Michel Friedman, l’ancien vice-président du Congrès central
des Juifs d’Allemagne, se sert des pages d’opinion du quotidien Tagesspiegel
de Berlin pour défendre ouvertement la destruction par les Israéliens des
logements et de l’infrastructure au Liban. Une telle réaction est, selon
Friedman, tout à fait appropriée dans une situation où «le Hezbollah cherche
délibérément à tuer des civils alors qu’Israël fait tout son possible pour
éviter de faire des victimes civiles». En réaction à l’écrasante évidence des
atrocités israéliennes perpétrées contre la population civile, Friedman répond
en affirmant que le Hezbollah se sert délibérément «pour se protéger, des
femmes et des enfants comme boucliers».
Les arguments de Friedman sont franchement obscènes. C’est le
régime israélien qui a fait des provocations et de la terreur la plus agressive
et la plus brutale contre des civils un élément fondamental de sa stratégie de
guerre. Présentement, un tiers des centaines de victimes civiles des
bombardements israéliens au Liban sont des enfants mais, selon Friedman, de
telles pertes de vies innocentes sont entièrement justifiées parce que l’ennemi
utilise des boucliers humains.
Martin van Creveld, maître de conférences à l’Hebrew
university de Jérusalem, pousse l’argumentation de Friedman un cran plus loin
dans un article du quotidien Frankfurter Rundschau (19 juillet). Dans un
article intitulé «Regard sur l’histoire», Creveld écrit d’une manière à vous
glacer le sang: «Peut-être que nous ne savons pas où tout cela va nous mener,
mais une chose est sûre. Quoique disent ces Messieurs et Dames à Bruxelles, le problème
au Liban n’est pas l’usage excessif de la violence par Israël. Mais bien au
contraire, le vrai problème pourrait être l’extrême résistance d’Israël
à utiliser un degré de force suffisamment élevé pour régler le problème une
fois pour toutes.»
Friedman et Creveld expriment les points de vue du groupe de
pression pro-sioniste qui exerce une influence concertée considérable au sein
des médias allemands. Quiconque ayant une connaissance de l’origine de telles
forces ne sera pas particulièrement surpris de ce qu’elles ont à dire en
réponse aux derniers actes d’agression israélienne. Ce qui est nouveau, c’est
le fait qu’il soit accordé une telle attention à leurs points de vue dans des
journaux de référence, tel le Frankfurter Rundschau qui est une publication
de tradition libérale de longue date et que leurs commentaires extrémistes ne
provoquent pas de réactions.
En fait, la solution brutale de «Realpolitik» (politique
réaliste) avancée par Creveld pour le Proche Orient est reprise et acceptée par
les principaux journaux de l’aile droite conservatrice en Allemagne. Dans son
édition de vendredi, le Frankfurter Allgemeine Zeitung (FAZ)

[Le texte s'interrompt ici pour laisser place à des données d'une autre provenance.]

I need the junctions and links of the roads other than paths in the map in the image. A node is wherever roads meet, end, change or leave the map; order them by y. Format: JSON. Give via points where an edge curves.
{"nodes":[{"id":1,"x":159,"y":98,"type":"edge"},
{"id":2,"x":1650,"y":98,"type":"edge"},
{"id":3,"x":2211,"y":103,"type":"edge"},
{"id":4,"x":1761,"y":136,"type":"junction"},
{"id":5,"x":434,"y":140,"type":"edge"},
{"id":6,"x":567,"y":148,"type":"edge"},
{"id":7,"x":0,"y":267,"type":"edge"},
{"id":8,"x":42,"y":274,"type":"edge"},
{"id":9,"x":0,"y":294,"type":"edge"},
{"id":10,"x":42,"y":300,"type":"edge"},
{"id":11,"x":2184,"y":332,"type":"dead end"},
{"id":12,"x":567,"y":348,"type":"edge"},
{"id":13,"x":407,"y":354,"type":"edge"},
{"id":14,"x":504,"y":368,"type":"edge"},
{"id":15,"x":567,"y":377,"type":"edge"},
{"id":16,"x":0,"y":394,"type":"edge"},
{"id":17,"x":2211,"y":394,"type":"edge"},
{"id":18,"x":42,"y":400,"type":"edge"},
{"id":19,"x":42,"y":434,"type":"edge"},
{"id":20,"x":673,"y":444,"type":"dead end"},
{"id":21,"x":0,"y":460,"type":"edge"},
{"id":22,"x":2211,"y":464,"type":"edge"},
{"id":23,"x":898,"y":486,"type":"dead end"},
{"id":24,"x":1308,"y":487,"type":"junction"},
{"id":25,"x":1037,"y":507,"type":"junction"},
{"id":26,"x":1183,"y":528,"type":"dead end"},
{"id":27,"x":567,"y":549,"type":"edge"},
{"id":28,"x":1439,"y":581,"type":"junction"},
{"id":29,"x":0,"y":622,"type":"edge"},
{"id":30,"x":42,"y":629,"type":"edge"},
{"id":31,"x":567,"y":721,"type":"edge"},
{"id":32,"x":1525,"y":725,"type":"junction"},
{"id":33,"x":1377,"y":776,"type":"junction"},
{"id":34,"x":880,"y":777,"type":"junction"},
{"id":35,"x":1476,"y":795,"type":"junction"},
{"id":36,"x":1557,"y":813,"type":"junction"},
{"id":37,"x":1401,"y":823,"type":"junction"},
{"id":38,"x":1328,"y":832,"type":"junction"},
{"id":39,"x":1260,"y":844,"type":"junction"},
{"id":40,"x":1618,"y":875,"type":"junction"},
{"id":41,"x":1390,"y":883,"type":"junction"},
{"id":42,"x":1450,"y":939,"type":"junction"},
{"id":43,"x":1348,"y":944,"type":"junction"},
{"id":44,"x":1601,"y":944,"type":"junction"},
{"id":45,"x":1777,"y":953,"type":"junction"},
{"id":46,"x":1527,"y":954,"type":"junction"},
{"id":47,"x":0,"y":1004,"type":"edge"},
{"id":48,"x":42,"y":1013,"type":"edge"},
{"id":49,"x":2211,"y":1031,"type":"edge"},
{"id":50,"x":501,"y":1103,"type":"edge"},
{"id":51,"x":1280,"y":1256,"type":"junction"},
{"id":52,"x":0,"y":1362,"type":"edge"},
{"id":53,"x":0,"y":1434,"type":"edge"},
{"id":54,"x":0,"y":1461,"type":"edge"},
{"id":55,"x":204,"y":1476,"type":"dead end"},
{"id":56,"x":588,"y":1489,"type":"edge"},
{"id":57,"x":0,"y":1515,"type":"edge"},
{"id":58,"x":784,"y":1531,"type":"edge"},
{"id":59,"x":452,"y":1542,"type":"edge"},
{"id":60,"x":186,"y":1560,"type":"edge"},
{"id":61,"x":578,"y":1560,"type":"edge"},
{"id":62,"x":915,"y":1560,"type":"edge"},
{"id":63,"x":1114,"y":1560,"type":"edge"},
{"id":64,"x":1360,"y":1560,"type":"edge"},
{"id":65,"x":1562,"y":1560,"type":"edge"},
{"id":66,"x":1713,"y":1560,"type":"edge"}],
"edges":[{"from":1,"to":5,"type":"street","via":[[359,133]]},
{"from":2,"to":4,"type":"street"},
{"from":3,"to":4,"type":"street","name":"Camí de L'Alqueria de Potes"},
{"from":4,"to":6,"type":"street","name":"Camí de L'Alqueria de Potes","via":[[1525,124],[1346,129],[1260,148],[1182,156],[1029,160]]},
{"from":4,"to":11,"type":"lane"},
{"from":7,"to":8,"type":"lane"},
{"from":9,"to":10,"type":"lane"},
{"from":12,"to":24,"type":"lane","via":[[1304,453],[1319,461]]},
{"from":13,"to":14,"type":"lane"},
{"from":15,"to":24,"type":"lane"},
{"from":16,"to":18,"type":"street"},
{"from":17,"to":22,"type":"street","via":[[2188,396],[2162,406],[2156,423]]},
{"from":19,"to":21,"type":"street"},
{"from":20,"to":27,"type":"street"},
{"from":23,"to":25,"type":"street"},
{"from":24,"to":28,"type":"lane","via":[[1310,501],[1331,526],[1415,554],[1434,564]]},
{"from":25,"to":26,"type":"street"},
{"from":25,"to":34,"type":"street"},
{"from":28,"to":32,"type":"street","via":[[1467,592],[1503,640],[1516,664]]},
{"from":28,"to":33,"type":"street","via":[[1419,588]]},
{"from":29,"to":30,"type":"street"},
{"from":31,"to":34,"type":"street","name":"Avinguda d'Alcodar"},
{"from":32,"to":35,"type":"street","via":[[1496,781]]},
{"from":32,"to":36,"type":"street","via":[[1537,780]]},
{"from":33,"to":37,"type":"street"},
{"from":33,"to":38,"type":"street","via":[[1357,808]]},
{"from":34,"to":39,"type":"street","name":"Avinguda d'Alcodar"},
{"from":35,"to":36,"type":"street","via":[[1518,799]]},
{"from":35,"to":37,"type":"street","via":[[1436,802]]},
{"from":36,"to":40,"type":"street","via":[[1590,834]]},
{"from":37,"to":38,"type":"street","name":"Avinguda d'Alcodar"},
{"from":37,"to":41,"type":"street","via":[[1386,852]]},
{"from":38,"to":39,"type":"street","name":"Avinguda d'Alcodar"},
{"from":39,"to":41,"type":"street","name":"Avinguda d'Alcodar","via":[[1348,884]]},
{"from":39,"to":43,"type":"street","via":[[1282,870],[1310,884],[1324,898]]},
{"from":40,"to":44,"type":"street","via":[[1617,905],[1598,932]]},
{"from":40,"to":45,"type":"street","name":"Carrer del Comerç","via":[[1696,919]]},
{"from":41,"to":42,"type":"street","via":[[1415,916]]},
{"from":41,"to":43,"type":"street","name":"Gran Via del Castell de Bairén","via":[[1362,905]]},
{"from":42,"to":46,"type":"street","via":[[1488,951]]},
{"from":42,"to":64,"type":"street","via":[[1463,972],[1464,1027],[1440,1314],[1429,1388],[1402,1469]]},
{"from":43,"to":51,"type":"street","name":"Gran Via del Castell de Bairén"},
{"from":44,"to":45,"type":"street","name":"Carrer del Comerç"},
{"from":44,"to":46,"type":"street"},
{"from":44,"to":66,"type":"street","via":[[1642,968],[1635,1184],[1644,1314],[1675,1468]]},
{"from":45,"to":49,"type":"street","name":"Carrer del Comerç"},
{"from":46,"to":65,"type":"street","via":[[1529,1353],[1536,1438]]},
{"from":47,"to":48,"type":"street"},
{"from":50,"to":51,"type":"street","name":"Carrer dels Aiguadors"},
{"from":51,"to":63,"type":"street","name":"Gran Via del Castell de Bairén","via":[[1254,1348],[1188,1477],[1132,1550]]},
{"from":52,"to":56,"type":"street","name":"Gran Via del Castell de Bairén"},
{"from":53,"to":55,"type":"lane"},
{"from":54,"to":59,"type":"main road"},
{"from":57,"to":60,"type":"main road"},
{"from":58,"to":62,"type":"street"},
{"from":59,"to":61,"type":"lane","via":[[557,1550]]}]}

remarque, qu’après tout, refuser de voir l’agression israélienne serait la
meilleure alternative. Le commentaire du journal se lit comme suit: «[L]’offensive
militaire israélienne, sous laquelle souffre la population au Sud-Liban et à
Beyrouth pourrait fournir l’une des conditions préalables à une solution
commune… Au cas où Israël serait non seulement en mesure de chasser le
Hezbollah hors de la région frontalière mais aussi de l’affaiblir
considérablement sur le plan militaire, alors un objectif serait atteint que ni
l’armée libanaise ni les forces des Nations unies n’auraient pu réaliser.»
Il ne fait pas de doute que le point de vue exprimé par le FAZ
est partagé par de vastes couches de l’establishment politique en Allemagne.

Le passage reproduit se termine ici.